Three behaviour biases you should avoid it can ruin your portfolios.

Awareness & consciousness of the biases would prevent one from stepping on the banana peel of wrong conclusions.

Suresh Sadagopan.

We all think we are rational beings and we take decisions or arrive at conclusions after weighing the pros & cons of the situation. We also take into account all the data available before arriving at a decision or conclusion. But, still, many of the decisions or conclusions we take turn out to be really wrong, which leaves us scratching our heads. We wonder – Where have we gone wrong?

It is not that we may actually be wrong, but there are entrenched thought patterns which may lead us astray. We may not even be conscious of this!

We need to understand first where the biases are coming from & what some of those biases are. Only when they understand that, can it be tackled.

Hindsight Bias – We are not oracles or soothsayers. Hence, we would not be able to anticipate which events will happen or how it will unfold. But after the event, it all seems so logical and even cogently explainable. This is irrespective of how improbable they thought the event was, before it occurred.

Psychological experiments prove this. Baruch Fischhoff demonstrated this “I knew this all along” effect, through an experiment. Fischhoff conducted a survey on possible outcomes of Richard Nixon’s trip to Russia & China in 1972 and asked people to assign probabilities to various events, before the trip. When the trip was done & he went back to the same people, there were surprises in store.
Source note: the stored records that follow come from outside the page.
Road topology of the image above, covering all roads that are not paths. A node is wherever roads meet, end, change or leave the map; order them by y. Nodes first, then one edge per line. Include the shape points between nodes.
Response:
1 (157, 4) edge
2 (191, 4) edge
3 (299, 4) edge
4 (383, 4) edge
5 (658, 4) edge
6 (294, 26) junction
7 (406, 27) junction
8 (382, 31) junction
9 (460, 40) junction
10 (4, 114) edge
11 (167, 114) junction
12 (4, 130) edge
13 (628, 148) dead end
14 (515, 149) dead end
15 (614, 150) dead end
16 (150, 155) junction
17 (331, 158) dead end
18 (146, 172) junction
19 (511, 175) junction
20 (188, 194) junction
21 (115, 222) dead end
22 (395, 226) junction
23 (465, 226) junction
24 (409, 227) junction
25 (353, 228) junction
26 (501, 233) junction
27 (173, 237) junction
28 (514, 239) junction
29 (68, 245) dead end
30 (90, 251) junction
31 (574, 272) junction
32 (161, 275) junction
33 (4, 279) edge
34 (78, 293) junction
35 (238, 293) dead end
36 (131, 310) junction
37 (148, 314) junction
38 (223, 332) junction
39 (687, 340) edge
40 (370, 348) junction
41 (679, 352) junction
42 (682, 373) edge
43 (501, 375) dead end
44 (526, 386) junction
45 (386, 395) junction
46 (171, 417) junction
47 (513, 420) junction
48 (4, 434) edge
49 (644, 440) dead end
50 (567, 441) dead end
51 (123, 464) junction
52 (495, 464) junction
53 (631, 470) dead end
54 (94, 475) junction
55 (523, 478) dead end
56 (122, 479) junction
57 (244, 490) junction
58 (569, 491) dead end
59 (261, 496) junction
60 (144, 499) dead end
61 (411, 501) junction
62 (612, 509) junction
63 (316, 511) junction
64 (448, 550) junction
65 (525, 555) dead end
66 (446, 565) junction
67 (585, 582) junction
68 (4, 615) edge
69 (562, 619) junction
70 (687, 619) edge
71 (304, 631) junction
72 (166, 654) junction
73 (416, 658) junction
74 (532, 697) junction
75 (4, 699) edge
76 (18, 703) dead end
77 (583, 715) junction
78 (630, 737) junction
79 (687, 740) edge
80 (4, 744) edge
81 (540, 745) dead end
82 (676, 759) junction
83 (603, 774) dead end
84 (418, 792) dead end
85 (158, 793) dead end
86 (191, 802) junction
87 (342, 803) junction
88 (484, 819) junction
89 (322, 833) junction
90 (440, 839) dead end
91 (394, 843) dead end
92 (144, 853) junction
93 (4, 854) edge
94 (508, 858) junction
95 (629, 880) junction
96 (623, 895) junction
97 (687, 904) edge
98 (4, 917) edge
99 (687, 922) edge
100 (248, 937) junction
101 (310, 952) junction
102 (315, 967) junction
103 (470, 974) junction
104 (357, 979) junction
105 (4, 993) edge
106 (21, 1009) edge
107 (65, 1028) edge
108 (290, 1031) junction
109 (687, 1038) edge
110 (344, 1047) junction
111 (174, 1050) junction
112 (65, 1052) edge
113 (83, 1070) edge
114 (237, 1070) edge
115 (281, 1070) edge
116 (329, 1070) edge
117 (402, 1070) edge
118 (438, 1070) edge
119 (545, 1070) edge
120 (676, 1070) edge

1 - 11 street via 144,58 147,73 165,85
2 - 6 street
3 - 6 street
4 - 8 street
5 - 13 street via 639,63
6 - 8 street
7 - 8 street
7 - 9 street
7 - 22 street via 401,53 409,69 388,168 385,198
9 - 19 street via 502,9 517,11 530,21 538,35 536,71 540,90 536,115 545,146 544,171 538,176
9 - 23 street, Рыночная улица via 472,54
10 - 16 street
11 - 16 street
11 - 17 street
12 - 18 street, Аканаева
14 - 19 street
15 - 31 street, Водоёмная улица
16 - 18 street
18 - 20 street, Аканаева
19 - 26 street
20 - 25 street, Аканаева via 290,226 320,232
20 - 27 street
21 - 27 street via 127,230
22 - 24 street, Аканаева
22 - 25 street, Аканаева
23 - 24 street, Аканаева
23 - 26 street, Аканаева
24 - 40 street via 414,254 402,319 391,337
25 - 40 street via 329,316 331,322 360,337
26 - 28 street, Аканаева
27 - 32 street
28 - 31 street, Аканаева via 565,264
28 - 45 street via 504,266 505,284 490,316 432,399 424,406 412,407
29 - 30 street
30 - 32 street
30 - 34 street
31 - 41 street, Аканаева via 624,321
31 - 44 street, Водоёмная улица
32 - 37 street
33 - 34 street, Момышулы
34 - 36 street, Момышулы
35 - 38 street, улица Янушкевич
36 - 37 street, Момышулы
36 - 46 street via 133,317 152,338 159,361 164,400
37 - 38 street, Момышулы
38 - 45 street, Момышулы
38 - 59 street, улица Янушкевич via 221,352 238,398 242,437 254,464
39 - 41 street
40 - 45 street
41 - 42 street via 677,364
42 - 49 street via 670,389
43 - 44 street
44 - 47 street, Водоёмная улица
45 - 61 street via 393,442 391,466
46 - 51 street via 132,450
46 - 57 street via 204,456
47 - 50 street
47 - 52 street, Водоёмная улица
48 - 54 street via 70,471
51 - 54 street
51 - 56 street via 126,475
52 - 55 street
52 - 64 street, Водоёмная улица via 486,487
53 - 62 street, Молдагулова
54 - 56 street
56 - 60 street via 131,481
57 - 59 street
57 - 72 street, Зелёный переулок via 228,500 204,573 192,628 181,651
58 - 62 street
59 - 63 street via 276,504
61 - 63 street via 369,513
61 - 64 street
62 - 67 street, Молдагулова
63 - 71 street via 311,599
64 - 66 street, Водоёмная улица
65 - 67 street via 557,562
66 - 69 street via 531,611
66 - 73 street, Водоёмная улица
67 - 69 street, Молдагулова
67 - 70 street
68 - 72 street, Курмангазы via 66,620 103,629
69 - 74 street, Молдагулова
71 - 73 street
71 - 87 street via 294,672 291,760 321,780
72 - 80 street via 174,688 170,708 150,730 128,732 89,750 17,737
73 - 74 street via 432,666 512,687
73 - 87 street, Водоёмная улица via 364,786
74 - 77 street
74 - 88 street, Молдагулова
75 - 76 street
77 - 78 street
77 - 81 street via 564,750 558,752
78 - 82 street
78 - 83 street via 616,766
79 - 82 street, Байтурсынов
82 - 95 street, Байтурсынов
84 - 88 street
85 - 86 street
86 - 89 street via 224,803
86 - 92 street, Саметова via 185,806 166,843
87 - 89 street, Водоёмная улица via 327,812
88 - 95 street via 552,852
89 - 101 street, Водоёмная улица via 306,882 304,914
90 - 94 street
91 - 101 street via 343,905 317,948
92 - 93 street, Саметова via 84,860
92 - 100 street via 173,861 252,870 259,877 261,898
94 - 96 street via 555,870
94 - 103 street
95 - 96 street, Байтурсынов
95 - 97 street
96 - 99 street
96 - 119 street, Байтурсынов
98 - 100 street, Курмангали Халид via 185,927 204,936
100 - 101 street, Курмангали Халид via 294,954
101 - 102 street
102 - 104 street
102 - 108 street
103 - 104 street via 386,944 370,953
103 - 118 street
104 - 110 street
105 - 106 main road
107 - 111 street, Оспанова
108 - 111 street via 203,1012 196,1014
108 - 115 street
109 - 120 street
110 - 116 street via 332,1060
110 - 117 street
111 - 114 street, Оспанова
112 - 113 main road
Whichever event had actually occurred, people exaggerated the probability they had assigned to that event. If it did not happen, people said they always felt it would not happen (though the probability they assigned before that event was higher )! After the event, everything seems so logical & plausible, that we automatically adjust our memory to align with what is now known!

Hindsight bias has huge implications for all of us. For instance, if during a routine surgical intervention an unpredictable accident caused the death of the patient, it will most probably be believed that the doctor did not assess the situation properly & went in for a risky procedure! The benefit of hindsight & knowing the outcome alters how people perceive what the doctor had done. We come to the wrong conclusions due to hindsight bias!

There is also another bias lurking out there. It’s called outcome bias.

Outcome bias –

Blaming someone for a good decision which worked out badly & giving too little credit for good moves, that, with hindsight, looks all too obvious, is outcome bias in action. When outcomes are bad, people would blame the decision makers for not seeing the writing on the wall, in spite of prudent decisions that the person might have made with the information available, at the time of the decision.

This again is proved in psychological experiments. In case of 9/11 type incidents, the officials concerned seem negligent, even absolutely irresponsible after the event. CIA had intelligence inputs to indicate that Al Qaeda was planning a major attack, which went to the National Security Adviser. This was not escalated to the President, which was questioned after the event. It did not go to the President as it was one of the many intelligence inputs that CIA got and this one did not look specifically significant.

Predicting outcomes is extremely difficult as there are so many variables affecting an outcome. And yet, after the outcome is known, we all tend to judge all those who were involved in that process, based on how it turned out!

Action Bias –

There is another important area where we all go wrong.

Financial advisors are expected to keep shuffling portfolios or keep doing something, in their quest to advise clients. That is why advisors who tell their clients to just stay invested or tell the clients that no changes are needed in their portfolios, are not that popular. People like action. Those that are constantly seen to be taking action are seen as dynamic & proactive. This is called the action bias.

The good advisors who advised clients against unwanted churn are not fully recognised for their wisdom, even if they ended up with good returns. The client thinks that the markets have done so well that the returns they have got would anyway have come and advisor contribution is not much (the advisor did not even suggest any actions in between and asked us to stay put). Even a very good outcome can act against a person. This is a case where outcome bias & action bias are acting in concert.

Action bias is seen even in sports. In a penalty kick, there is a penchant for the goalie to jump to the left or right without knowing the intention of the kicker. Had the goalie been standing in the middle, he would have probably saved more goals. That’s what studies suggest! The goalie does not want to be seen as slothful & the viewers equally expect him to dive to the left or right, instead of planting himself in the middle. That is the classic action bias at work!

What can we do –

Knowing that these biases exist is helpful, but that knowledge by itself cannot prevent these biases from asserting themselves.

Before coming to any conclusions, one needs to examine whether it is tinged with any bias that may lead one astray. Awareness & consciousness of the biases would prevent one from stepping on the banana peel of wrong conclusions. Wrong conclusions lead to more wrong decisions. Mind does play games – but we can avoid being kicked around, if we are alert.